■ REQUIREMENT:
Scan the entries below. Return every line that includes "Лермонтова".

== TASK DATA ==

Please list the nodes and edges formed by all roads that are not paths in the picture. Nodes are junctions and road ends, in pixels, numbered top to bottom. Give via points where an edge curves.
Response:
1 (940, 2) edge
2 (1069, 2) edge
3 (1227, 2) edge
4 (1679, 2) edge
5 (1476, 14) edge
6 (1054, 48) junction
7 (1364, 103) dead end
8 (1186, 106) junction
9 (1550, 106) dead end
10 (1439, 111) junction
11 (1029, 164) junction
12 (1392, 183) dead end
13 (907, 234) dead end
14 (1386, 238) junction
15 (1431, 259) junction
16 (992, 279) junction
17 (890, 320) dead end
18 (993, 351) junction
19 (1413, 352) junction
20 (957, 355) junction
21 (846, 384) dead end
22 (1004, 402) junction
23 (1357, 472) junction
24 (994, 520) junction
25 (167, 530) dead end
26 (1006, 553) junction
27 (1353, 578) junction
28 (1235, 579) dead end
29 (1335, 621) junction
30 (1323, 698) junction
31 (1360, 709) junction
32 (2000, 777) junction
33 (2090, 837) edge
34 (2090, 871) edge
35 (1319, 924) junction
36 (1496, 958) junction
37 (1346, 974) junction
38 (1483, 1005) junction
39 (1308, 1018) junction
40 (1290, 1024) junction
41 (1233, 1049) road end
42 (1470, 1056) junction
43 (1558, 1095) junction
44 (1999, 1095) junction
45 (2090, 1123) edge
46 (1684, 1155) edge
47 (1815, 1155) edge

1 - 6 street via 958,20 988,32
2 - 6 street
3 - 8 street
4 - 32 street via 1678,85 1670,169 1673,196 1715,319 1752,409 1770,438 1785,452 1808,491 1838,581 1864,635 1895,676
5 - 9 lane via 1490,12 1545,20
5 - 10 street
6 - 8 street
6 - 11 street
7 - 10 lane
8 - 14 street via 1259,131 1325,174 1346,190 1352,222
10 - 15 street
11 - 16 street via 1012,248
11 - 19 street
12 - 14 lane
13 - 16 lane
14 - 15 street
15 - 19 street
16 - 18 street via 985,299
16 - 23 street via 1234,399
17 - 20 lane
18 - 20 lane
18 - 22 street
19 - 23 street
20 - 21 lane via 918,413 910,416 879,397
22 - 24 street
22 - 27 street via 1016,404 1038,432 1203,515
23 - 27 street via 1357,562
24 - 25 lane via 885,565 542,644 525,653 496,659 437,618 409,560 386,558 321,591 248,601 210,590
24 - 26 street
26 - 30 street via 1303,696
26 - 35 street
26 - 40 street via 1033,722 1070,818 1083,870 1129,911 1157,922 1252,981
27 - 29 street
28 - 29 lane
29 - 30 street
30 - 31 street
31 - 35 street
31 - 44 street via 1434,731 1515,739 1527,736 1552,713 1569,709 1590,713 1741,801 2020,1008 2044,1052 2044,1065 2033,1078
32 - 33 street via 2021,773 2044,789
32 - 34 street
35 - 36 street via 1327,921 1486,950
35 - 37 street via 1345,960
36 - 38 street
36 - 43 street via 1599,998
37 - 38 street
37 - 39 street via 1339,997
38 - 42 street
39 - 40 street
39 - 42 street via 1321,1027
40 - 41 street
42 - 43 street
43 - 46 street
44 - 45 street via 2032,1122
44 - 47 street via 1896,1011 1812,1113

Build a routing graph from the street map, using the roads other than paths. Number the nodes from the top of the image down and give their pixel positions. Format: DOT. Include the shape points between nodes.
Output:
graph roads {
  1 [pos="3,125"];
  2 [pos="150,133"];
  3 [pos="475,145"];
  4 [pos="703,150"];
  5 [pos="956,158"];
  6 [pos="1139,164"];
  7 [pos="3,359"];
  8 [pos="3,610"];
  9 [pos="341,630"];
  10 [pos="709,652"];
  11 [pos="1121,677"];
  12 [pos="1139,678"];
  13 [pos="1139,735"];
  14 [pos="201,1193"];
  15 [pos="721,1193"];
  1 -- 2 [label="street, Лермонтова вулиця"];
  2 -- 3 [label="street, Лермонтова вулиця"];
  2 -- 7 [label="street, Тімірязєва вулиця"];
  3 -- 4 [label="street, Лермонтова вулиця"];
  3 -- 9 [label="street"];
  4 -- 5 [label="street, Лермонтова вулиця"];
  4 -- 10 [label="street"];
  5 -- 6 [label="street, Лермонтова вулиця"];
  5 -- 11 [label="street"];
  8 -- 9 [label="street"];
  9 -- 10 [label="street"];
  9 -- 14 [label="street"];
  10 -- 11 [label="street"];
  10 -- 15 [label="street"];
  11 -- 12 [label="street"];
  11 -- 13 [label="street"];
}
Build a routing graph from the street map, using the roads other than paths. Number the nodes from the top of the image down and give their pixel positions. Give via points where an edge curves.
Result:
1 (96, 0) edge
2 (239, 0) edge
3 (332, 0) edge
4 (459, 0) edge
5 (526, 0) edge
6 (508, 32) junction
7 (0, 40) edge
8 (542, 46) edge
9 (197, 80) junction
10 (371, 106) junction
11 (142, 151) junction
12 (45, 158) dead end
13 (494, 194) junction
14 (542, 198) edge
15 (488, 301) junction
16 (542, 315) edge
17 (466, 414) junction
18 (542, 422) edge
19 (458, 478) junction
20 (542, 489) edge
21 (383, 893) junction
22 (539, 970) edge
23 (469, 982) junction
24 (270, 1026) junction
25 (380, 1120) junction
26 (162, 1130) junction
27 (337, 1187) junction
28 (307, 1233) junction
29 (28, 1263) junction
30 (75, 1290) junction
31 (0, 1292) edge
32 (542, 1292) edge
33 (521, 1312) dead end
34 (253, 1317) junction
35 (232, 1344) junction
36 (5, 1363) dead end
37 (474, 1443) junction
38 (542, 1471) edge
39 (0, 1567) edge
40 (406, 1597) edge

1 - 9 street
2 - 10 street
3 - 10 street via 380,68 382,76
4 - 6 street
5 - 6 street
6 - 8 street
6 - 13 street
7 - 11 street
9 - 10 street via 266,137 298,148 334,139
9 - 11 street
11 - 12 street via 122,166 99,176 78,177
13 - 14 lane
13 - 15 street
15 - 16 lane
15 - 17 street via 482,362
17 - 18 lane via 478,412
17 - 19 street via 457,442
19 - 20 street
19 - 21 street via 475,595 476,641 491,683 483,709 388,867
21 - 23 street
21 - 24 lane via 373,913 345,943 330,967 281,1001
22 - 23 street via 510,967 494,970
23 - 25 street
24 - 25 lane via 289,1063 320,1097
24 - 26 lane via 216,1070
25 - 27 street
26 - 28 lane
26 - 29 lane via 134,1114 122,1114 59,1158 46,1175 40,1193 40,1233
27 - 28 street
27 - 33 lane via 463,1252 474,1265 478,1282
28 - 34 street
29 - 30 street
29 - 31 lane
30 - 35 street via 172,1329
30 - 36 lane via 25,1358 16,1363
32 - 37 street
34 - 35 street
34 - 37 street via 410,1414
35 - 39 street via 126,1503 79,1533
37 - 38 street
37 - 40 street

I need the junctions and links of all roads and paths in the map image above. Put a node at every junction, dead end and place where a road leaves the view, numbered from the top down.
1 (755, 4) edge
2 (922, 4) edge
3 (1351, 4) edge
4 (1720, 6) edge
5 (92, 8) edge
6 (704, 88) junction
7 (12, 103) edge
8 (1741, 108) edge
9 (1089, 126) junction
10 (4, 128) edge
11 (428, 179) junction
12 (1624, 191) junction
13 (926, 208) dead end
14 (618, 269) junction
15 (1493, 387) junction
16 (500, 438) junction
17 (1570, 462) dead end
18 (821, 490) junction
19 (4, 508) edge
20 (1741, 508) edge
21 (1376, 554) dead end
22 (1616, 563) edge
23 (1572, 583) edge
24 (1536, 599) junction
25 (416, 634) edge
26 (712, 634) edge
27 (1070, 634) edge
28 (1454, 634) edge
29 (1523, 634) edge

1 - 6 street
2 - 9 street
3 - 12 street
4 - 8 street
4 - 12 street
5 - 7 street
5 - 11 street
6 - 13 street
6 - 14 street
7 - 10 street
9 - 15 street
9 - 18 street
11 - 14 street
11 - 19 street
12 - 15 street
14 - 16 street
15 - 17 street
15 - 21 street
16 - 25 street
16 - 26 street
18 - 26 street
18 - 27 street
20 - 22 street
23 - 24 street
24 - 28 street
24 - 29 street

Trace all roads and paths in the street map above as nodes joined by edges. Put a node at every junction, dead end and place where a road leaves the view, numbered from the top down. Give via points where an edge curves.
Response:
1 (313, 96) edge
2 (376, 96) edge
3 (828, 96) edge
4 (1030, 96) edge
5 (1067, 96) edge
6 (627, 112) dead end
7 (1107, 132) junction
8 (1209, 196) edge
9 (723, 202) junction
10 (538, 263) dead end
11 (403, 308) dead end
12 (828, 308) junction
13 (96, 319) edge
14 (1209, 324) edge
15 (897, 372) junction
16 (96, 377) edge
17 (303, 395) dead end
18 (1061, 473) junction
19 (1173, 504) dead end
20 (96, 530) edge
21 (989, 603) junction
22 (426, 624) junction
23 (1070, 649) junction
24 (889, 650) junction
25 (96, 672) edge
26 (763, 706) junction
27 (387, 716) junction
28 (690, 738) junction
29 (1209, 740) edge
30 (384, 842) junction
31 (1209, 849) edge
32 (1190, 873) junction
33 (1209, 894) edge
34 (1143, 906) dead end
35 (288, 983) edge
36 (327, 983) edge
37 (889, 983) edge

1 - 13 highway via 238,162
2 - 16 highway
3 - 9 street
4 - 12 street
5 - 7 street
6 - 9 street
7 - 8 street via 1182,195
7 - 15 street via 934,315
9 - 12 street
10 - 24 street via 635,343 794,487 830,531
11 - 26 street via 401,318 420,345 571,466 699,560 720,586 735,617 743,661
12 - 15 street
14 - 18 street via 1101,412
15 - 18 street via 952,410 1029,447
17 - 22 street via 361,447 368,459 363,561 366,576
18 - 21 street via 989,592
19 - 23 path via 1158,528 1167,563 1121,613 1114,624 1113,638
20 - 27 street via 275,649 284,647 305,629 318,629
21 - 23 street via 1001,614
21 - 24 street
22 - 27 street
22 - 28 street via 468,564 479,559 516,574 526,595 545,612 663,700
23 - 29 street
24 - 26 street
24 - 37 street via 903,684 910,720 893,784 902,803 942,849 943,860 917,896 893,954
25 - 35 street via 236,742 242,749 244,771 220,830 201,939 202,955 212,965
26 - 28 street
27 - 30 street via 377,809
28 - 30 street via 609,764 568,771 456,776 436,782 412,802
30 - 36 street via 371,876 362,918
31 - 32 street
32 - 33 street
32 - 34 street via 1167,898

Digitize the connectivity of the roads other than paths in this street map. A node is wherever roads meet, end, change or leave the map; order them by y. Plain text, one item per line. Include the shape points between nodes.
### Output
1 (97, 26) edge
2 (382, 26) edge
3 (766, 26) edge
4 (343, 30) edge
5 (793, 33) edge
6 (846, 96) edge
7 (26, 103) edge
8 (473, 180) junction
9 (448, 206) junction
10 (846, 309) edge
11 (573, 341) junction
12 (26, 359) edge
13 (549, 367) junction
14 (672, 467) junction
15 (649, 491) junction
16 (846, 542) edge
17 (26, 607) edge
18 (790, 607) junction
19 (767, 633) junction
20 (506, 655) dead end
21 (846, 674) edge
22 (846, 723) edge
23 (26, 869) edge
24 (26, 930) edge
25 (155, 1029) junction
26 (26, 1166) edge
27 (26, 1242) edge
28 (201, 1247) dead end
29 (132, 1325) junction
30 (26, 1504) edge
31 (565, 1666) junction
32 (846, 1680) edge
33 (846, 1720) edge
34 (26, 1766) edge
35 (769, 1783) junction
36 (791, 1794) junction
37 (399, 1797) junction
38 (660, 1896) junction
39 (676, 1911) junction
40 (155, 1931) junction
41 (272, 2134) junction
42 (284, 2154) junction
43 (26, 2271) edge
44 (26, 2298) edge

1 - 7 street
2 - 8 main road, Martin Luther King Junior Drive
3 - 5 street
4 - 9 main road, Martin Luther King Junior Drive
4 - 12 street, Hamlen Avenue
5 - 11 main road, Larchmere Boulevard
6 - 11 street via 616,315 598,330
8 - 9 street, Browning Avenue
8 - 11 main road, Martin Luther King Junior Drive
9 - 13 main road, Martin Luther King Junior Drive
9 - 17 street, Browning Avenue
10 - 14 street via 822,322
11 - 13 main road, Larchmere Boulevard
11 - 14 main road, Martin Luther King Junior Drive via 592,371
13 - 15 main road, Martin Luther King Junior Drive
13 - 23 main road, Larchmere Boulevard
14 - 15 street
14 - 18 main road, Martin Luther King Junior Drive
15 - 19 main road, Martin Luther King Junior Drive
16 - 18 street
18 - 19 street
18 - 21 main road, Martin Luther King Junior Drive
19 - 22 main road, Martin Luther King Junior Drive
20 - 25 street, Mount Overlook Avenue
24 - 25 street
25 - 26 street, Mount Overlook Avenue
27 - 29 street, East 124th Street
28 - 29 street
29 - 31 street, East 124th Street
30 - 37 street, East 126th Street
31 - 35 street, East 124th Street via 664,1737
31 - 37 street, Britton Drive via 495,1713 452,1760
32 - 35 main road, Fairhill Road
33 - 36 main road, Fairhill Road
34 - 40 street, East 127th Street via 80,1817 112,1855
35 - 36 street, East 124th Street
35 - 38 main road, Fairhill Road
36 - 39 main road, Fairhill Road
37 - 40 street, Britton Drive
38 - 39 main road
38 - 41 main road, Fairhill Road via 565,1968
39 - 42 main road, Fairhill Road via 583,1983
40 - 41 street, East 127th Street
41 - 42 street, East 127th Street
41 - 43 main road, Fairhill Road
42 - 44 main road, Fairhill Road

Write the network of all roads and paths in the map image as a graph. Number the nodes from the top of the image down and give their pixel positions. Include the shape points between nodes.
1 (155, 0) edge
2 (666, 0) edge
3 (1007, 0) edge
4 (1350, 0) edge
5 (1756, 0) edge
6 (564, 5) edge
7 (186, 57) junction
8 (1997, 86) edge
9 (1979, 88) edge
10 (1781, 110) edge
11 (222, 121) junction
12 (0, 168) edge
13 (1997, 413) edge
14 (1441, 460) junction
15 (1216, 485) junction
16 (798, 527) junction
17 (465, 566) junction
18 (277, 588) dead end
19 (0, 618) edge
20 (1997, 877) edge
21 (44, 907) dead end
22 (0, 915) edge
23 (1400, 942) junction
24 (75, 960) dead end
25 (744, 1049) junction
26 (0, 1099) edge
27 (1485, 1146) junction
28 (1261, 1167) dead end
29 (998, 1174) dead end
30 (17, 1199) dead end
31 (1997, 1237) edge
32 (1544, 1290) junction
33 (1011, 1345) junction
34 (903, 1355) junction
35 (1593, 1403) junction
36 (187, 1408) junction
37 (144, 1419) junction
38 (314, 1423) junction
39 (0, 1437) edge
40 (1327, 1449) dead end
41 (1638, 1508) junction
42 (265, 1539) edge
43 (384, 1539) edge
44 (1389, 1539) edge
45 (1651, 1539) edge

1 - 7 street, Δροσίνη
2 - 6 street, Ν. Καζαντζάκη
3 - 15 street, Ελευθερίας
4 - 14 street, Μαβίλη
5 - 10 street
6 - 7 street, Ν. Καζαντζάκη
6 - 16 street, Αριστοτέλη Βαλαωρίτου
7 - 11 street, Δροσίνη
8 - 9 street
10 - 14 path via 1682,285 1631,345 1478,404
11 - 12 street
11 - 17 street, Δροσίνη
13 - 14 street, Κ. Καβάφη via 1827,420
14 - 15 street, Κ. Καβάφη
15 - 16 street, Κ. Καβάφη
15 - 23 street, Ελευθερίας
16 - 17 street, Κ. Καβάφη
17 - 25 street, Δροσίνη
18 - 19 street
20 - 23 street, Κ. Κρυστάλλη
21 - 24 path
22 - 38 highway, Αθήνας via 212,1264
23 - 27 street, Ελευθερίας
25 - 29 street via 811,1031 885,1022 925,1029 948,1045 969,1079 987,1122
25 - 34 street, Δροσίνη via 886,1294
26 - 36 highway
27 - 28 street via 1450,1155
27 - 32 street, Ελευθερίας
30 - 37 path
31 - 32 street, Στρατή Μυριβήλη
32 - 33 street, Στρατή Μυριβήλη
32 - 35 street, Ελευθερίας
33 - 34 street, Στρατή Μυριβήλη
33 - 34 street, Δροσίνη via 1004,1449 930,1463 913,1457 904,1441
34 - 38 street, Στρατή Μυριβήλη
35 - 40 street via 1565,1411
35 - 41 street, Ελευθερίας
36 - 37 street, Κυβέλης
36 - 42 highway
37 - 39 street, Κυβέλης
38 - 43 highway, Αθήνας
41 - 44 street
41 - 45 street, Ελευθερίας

===

■ TASK RESPONSE:
  1 -- 2 [label="street, Лермонтова вулиця"];
  2 -- 3 [label="street, Лермонтова вулиця"];
  3 -- 4 [label="street, Лермонтова вулиця"];
  4 -- 5 [label="street, Лермонтова вулиця"];
  5 -- 6 [label="street, Лермонтова вулиця"];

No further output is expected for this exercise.